## TASK TO COMPLETE
The records below must be duplicated exactly, character for character.

## DATA TO USE

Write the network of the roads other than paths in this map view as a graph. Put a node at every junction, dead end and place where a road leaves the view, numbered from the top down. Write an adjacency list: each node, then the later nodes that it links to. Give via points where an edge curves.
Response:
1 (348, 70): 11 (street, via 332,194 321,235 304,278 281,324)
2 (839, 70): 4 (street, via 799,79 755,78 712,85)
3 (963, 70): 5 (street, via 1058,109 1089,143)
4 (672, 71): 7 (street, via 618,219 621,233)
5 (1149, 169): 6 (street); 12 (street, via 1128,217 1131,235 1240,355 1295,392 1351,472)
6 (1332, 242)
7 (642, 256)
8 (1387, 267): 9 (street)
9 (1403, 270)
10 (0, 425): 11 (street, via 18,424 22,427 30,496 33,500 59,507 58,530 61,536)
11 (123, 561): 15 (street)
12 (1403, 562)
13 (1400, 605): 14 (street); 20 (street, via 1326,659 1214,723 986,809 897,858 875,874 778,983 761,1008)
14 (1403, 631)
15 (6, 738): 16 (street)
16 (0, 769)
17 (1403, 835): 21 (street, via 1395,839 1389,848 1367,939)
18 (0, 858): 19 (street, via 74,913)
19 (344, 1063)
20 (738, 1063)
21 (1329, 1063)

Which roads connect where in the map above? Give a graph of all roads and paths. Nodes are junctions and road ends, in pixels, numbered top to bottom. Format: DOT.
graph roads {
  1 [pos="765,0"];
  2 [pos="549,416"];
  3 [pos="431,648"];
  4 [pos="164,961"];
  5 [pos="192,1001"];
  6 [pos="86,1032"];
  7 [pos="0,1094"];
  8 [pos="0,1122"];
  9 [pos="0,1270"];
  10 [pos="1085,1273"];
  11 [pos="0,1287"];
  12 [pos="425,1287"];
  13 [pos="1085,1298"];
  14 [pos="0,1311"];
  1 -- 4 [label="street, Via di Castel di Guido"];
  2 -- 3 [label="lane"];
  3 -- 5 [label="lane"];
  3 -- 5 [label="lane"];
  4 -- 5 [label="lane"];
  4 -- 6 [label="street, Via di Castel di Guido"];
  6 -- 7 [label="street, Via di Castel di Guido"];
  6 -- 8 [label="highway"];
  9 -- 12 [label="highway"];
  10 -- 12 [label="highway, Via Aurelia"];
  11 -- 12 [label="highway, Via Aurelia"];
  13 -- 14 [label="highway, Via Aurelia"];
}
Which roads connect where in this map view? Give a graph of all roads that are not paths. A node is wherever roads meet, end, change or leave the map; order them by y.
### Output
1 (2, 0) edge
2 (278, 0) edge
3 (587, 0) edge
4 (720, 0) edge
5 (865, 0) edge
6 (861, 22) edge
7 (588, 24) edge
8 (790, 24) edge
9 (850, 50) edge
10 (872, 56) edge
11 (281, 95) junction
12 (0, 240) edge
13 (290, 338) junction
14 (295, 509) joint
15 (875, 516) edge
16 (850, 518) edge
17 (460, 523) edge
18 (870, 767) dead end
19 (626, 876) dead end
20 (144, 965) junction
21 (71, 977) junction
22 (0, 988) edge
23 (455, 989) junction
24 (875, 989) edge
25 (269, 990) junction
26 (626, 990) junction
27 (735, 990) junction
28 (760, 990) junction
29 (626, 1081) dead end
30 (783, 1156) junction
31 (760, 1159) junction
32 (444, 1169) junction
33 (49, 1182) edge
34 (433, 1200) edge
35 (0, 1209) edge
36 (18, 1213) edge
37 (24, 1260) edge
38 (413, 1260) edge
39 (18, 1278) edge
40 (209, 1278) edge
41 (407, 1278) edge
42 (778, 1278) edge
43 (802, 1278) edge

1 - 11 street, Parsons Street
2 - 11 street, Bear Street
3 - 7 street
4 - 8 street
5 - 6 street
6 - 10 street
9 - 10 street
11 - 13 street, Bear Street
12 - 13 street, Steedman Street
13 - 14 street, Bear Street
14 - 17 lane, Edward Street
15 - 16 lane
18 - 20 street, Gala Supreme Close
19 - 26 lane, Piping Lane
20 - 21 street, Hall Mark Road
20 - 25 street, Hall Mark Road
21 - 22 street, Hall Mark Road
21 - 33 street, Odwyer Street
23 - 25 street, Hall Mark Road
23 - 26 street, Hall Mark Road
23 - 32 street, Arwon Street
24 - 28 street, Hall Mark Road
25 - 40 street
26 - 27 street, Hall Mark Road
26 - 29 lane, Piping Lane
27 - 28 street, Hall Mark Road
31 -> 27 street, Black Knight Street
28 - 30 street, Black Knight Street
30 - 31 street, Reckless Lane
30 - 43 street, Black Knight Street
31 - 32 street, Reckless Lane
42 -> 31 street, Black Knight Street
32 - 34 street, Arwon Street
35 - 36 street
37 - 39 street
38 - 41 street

## REPLY
Write the network of the roads other than paths in this map view as a graph. Put a node at every junction, dead end and place where a road leaves the view, numbered from the top down. Write an adjacency list: each node, then the later nodes that it links to. Give via points where an edge curves.
Response:
1 (348, 70): 11 (street, via 332,194 321,235 304,278 281,324)
2 (839, 70): 4 (street, via 799,79 755,78 712,85)
3 (963, 70): 5 (street, via 1058,109 1089,143)
4 (672, 71): 7 (street, via 618,219 621,233)
5 (1149, 169): 6 (street); 12 (street, via 1128,217 1131,235 1240,355 1295,392 1351,472)
6 (1332, 242)
7 (642, 256)
8 (1387, 267): 9 (street)
9 (1403, 270)
10 (0, 425): 11 (street, via 18,424 22,427 30,496 33,500 59,507 58,530 61,536)
11 (123, 561): 15 (street)
12 (1403, 562)
13 (1400, 605): 14 (street); 20 (street, via 1326,659 1214,723 986,809 897,858 875,874 778,983 761,1008)
14 (1403, 631)
15 (6, 738): 16 (street)
16 (0, 769)
17 (1403, 835): 21 (street, via 1395,839 1389,848 1367,939)
18 (0, 858): 19 (street, via 74,913)
19 (344, 1063)
20 (738, 1063)
21 (1329, 1063)

Which roads connect where in the map above? Give a graph of all roads and paths. Nodes are junctions and road ends, in pixels, numbered top to bottom. Format: DOT.
graph roads {
  1 [pos="765,0"];
  2 [pos="549,416"];
  3 [pos="431,648"];
  4 [pos="164,961"];
  5 [pos="192,1001"];
  6 [pos="86,1032"];
  7 [pos="0,1094"];
  8 [pos="0,1122"];
  9 [pos="0,1270"];
  10 [pos="1085,1273"];
  11 [pos="0,1287"];
  12 [pos="425,1287"];
  13 [pos="1085,1298"];
  14 [pos="0,1311"];
  1 -- 4 [label="street, Via di Castel di Guido"];
  2 -- 3 [label="lane"];
  3 -- 5 [label="lane"];
  3 -- 5 [label="lane"];
  4 -- 5 [label="lane"];
  4 -- 6 [label="street, Via di Castel di Guido"];
  6 -- 7 [label="street, Via di Castel di Guido"];
  6 -- 8 [label="highway"];
  9 -- 12 [label="highway"];
  10 -- 12 [label="highway, Via Aurelia"];
  11 -- 12 [label="highway, Via Aurelia"];
  13 -- 14 [label="highway, Via Aurelia"];
}
Which roads connect where in this map view? Give a graph of all roads that are not paths. A node is wherever roads meet, end, change or leave the map; order them by y.
### Output
1 (2, 0) edge
2 (278, 0) edge
3 (587, 0) edge
4 (720, 0) edge
5 (865, 0) edge
6 (861, 22) edge
7 (588, 24) edge
8 (790, 24) edge
9 (850, 50) edge
10 (872, 56) edge
11 (281, 95) junction
12 (0, 240) edge
13 (290, 338) junction
14 (295, 509) joint
15 (875, 516) edge
16 (850, 518) edge
17 (460, 523) edge
18 (870, 767) dead end
19 (626, 876) dead end
20 (144, 965) junction
21 (71, 977) junction
22 (0, 988) edge
23 (455, 989) junction
24 (875, 989) edge
25 (269, 990) junction
26 (626, 990) junction
27 (735, 990) junction
28 (760, 990) junction
29 (626, 1081) dead end
30 (783, 1156) junction
31 (760, 1159) junction
32 (444, 1169) junction
33 (49, 1182) edge
34 (433, 1200) edge
35 (0, 1209) edge
36 (18, 1213) edge
37 (24, 1260) edge
38 (413, 1260) edge
39 (18, 1278) edge
40 (209, 1278) edge
41 (407, 1278) edge
42 (778, 1278) edge
43 (802, 1278) edge

1 - 11 street, Parsons Street
2 - 11 street, Bear Street
3 - 7 street
4 - 8 street
5 - 6 street
6 - 10 street
9 - 10 street
11 - 13 street, Bear Street
12 - 13 street, Steedman Street
13 - 14 street, Bear Street
14 - 17 lane, Edward Street
15 - 16 lane
18 - 20 street, Gala Supreme Close
19 - 26 lane, Piping Lane
20 - 21 street, Hall Mark Road
20 - 25 street, Hall Mark Road
21 - 22 street, Hall Mark Road
21 - 33 street, Odwyer Street
23 - 25 street, Hall Mark Road
23 - 26 street, Hall Mark Road
23 - 32 street, Arwon Street
24 - 28 street, Hall Mark Road
25 - 40 street
26 - 27 street, Hall Mark Road
26 - 29 lane, Piping Lane
27 - 28 street, Hall Mark Road
31 -> 27 street, Black Knight Street
28 - 30 street, Black Knight Street
30 - 31 street, Reckless Lane
30 - 43 street, Black Knight Street
31 - 32 street, Reckless Lane
42 -> 31 street, Black Knight Street
32 - 34 street, Arwon Street
35 - 36 street
37 - 39 street
38 - 41 street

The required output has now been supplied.